● **Data for processing**:
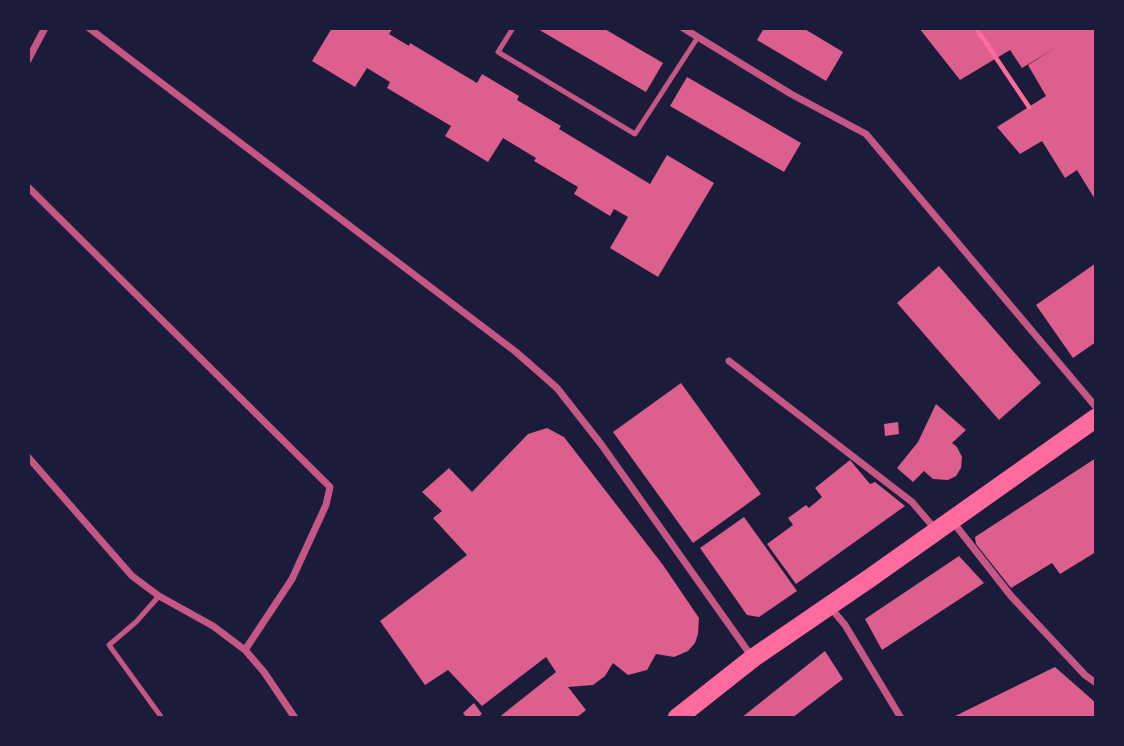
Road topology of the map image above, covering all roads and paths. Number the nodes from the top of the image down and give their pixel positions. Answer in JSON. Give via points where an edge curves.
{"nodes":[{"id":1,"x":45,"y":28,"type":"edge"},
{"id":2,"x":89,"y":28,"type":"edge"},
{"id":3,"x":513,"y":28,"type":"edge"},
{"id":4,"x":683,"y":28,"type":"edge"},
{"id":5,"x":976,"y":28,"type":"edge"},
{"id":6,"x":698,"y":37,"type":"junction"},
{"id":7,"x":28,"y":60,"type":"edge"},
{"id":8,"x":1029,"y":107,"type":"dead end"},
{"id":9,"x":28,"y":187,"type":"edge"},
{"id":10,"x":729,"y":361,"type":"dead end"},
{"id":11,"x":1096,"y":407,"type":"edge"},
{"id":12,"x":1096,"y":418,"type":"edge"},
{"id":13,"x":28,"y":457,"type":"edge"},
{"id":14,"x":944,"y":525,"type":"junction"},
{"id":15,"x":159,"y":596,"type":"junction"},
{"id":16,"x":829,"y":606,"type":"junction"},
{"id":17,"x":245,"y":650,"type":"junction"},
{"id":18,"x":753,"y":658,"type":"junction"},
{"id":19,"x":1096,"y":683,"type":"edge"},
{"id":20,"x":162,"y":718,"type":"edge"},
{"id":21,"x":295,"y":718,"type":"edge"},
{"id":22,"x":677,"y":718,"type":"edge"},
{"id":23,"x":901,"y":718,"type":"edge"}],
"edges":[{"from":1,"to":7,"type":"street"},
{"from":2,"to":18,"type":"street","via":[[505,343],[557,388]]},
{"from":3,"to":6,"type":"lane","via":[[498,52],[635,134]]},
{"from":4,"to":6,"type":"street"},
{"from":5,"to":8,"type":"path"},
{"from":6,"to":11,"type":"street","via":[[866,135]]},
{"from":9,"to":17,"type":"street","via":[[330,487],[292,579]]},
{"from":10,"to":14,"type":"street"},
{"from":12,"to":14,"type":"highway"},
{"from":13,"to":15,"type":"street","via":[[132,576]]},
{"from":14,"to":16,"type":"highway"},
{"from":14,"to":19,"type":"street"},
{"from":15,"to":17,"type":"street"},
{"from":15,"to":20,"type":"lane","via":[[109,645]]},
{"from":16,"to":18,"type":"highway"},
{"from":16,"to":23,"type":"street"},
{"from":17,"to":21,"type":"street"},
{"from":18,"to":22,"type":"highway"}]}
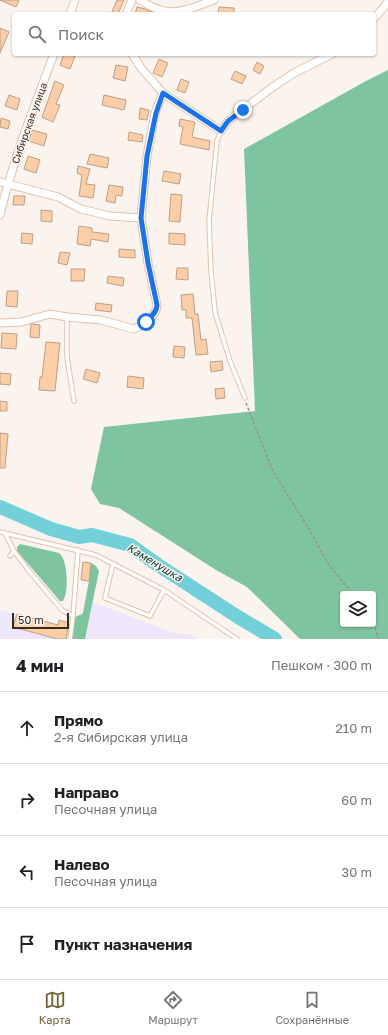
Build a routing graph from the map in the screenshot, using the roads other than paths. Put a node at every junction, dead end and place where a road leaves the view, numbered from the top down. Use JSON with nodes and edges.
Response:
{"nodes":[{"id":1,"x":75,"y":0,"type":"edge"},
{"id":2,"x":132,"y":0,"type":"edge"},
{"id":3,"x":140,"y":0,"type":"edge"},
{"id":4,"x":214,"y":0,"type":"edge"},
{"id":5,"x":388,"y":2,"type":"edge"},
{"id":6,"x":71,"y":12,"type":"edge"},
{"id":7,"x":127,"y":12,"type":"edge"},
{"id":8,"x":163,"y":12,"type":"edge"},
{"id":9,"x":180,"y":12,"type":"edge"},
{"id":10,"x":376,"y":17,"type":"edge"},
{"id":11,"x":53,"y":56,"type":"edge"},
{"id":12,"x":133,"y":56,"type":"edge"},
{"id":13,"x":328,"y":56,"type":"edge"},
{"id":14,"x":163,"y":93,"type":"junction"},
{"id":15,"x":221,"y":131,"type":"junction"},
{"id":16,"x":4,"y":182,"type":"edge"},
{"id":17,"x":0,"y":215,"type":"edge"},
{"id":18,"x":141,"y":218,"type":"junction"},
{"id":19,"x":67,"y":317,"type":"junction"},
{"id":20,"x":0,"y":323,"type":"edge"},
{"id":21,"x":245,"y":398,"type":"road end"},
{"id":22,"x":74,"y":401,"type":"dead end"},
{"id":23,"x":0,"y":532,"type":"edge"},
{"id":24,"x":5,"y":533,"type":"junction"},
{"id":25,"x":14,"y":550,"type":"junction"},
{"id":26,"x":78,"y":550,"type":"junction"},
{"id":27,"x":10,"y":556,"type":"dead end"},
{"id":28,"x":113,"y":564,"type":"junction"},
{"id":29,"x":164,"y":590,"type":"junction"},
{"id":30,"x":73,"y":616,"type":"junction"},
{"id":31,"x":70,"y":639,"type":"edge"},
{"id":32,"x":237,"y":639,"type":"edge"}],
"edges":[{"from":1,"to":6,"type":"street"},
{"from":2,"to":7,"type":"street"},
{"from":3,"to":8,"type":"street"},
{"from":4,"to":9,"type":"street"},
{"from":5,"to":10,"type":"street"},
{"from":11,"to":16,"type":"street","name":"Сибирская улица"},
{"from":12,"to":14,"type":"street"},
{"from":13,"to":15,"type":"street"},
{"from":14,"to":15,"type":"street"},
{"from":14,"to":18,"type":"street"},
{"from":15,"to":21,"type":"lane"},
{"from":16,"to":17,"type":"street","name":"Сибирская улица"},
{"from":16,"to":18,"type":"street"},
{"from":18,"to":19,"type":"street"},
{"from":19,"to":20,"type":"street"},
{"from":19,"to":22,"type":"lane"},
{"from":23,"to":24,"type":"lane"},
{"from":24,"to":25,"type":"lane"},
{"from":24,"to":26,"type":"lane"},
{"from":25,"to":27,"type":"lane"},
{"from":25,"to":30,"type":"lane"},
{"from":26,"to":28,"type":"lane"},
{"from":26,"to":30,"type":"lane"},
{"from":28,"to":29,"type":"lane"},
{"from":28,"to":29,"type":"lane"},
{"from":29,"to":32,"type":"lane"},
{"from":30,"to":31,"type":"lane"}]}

--

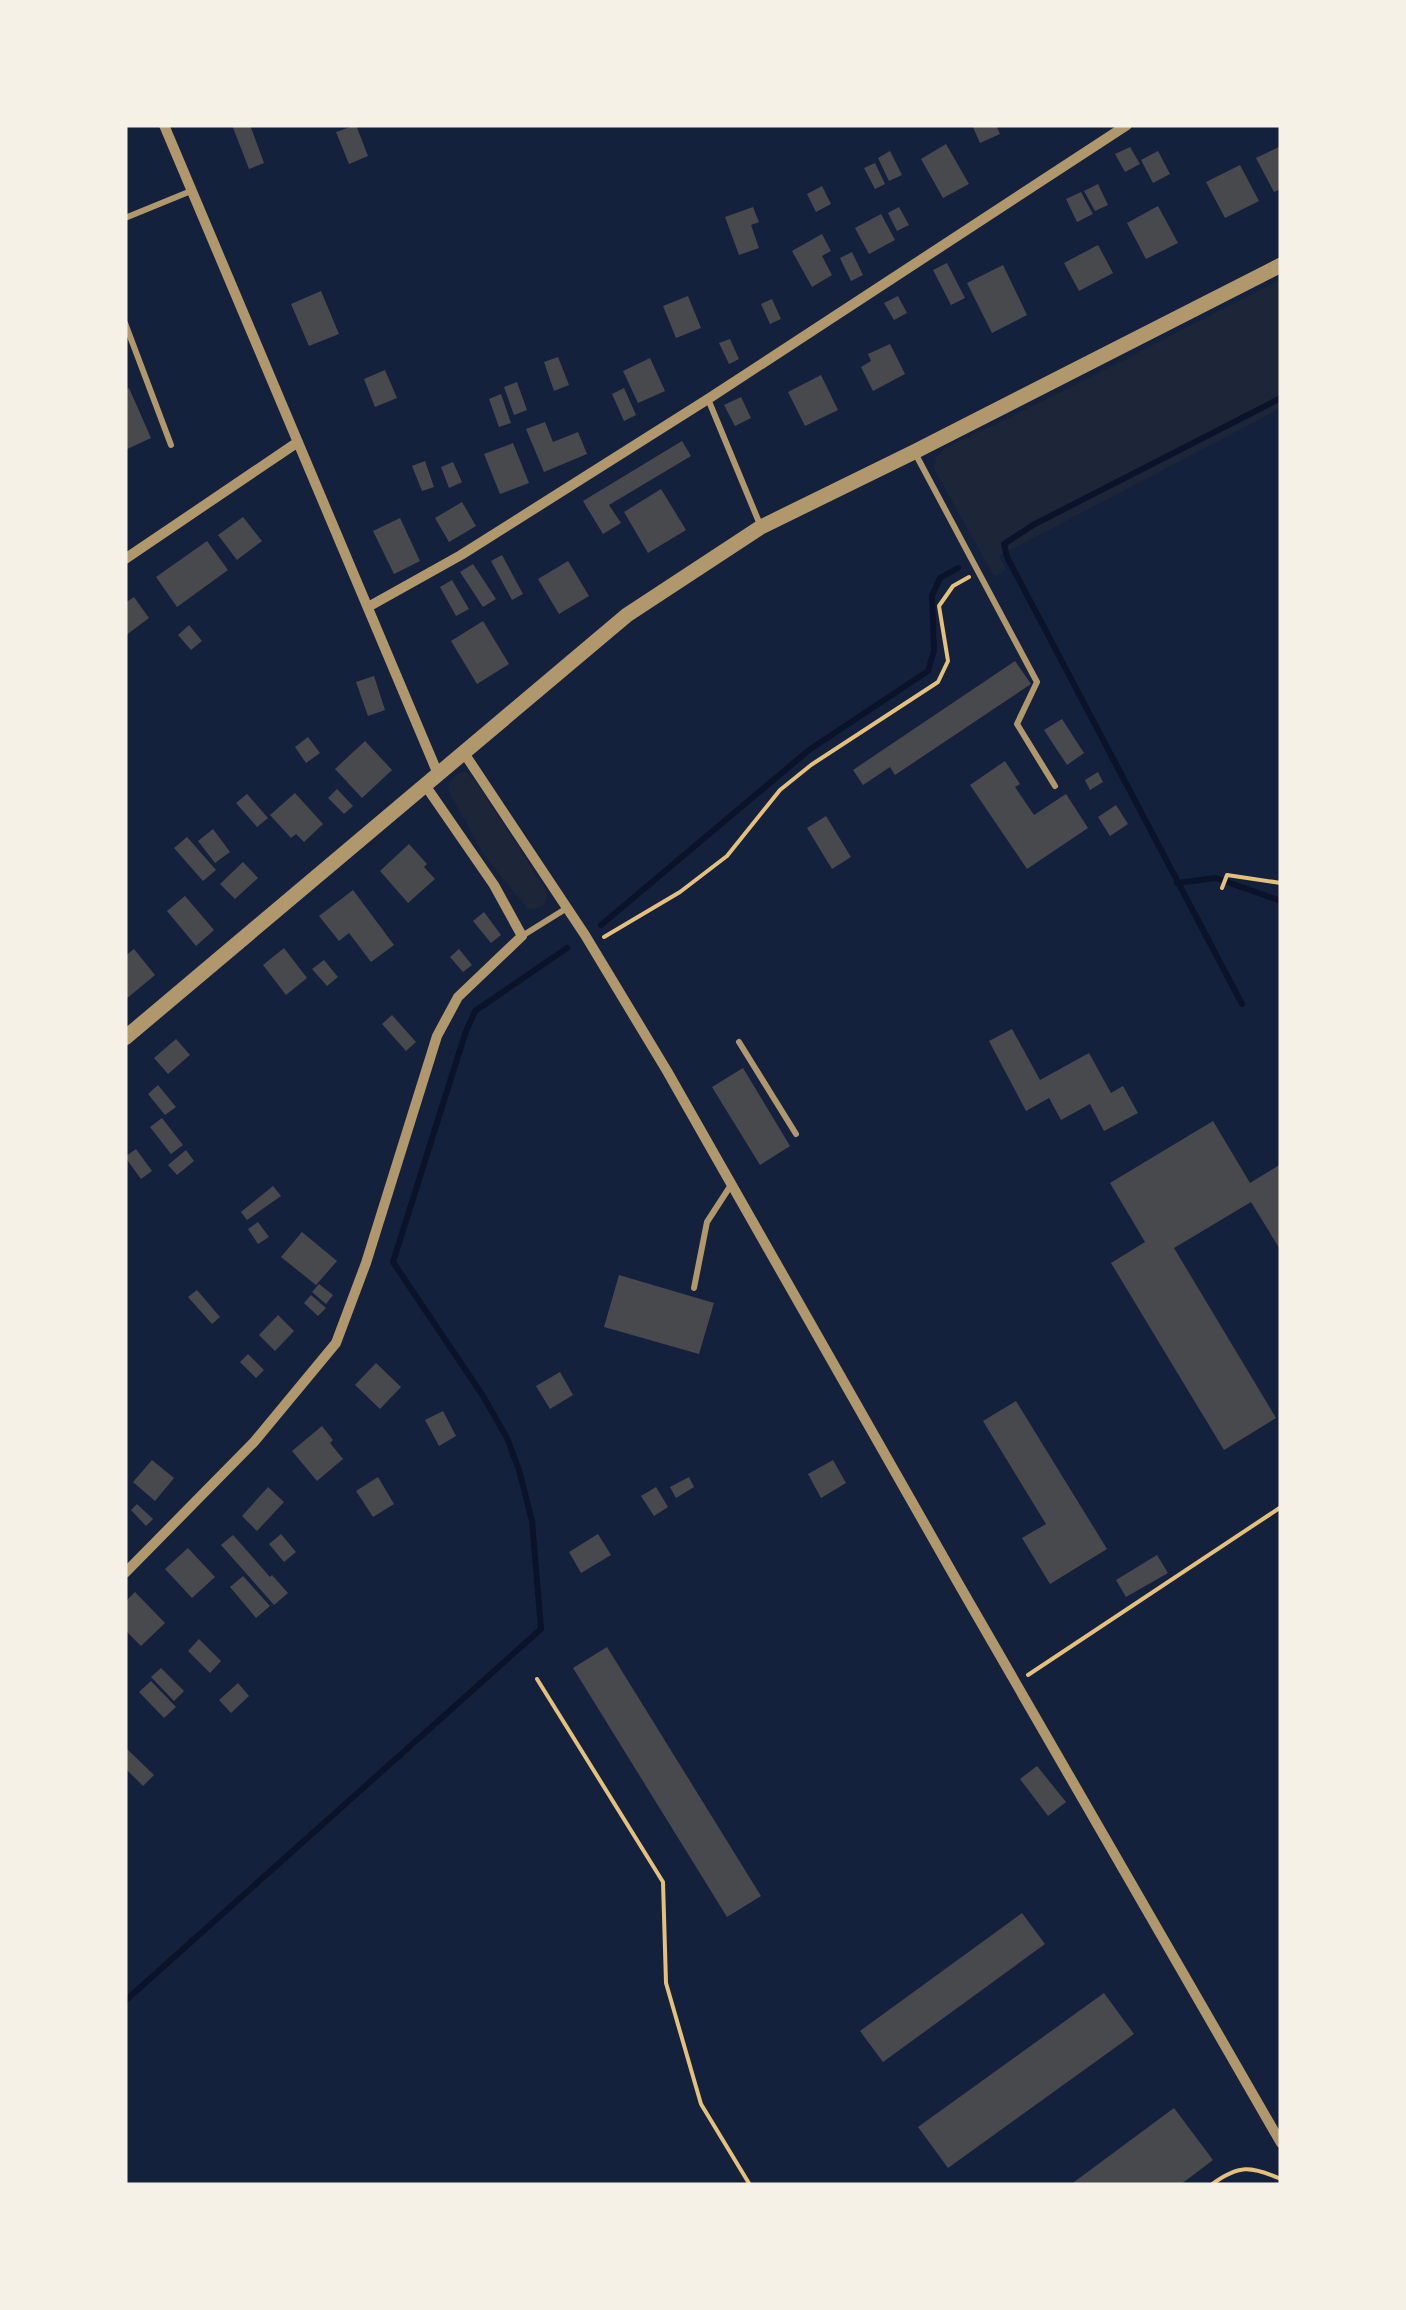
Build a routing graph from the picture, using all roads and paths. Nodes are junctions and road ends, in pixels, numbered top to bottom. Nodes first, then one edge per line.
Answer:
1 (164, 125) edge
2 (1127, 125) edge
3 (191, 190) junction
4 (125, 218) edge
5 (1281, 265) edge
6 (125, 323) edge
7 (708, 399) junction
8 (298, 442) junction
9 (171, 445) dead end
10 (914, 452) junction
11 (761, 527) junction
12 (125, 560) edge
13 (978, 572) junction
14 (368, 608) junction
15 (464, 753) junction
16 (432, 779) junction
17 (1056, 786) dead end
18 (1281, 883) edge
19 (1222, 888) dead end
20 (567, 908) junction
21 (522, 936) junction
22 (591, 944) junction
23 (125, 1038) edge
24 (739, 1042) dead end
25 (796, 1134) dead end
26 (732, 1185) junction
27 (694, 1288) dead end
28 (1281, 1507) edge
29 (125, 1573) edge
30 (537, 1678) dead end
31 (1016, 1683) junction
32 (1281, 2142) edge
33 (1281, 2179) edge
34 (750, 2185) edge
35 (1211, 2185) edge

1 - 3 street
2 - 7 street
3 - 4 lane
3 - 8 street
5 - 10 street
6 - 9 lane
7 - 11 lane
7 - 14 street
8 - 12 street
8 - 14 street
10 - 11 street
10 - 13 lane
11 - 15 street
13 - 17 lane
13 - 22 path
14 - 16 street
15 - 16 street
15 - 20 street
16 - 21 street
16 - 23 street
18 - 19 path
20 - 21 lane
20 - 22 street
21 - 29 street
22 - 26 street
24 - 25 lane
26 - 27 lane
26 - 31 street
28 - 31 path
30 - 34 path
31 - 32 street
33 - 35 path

● **To do**:
Check each line of the listing above for the string "highway" and return those that contain it.

● **Reply**:
{"from":12,"to":14,"type":"highway"},
{"from":14,"to":16,"type":"highway"},
{"from":16,"to":18,"type":"highway"},
{"from":18,"to":22,"type":"highway"}]}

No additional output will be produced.